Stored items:

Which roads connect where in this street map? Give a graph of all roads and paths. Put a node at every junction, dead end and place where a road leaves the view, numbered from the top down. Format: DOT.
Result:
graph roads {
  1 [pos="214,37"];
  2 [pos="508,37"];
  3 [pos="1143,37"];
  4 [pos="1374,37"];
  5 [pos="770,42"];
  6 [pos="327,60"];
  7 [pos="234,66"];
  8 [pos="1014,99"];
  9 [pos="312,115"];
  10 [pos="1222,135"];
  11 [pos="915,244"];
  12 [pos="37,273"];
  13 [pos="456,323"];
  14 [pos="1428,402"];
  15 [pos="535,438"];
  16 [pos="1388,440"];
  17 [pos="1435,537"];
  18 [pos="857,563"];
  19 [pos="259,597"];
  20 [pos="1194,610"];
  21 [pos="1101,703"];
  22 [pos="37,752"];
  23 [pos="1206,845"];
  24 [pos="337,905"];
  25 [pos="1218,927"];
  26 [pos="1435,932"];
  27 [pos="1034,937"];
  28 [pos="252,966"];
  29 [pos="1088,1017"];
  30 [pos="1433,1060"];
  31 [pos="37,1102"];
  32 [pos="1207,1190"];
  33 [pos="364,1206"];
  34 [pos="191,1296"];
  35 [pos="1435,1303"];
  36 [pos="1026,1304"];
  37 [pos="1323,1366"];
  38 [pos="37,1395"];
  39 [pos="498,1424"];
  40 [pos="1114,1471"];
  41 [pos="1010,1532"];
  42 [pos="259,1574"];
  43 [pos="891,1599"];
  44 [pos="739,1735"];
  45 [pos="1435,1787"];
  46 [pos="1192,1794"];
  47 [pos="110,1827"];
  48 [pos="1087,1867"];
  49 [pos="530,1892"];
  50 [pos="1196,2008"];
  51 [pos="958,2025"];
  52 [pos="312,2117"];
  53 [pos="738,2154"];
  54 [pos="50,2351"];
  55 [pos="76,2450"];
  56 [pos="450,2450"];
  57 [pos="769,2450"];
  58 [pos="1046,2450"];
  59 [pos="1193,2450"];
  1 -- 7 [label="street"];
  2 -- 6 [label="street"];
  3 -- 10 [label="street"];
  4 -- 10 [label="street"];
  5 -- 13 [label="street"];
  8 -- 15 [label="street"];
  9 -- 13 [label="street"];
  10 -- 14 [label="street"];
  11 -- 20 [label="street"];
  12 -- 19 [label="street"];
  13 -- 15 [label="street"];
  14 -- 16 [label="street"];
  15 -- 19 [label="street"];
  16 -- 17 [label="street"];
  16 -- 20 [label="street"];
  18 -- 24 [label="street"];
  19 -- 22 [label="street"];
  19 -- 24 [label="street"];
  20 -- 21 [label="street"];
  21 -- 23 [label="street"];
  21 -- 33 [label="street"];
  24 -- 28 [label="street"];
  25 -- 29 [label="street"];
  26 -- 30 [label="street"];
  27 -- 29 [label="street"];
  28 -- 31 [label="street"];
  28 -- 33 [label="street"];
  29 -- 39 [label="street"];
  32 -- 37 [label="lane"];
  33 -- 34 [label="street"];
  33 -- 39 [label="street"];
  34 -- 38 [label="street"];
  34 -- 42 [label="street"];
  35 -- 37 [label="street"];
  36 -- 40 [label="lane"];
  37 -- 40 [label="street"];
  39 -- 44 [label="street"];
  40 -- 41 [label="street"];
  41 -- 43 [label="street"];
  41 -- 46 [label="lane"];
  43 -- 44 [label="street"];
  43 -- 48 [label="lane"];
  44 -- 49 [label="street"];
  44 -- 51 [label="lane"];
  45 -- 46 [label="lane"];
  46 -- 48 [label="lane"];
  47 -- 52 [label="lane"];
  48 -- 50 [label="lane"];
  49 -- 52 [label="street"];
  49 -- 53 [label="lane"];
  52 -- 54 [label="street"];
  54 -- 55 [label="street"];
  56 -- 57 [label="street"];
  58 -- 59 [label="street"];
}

(Task requirements) The lines above that hold the string "roads" are to be located and copied.

(Result for this exercise)
Which roads connect where in this street map? Give a graph of all roads and paths. Put a node at every junction, dead end and place where a road leaves the view, numbered from the top down. Format: DOT.
graph roads {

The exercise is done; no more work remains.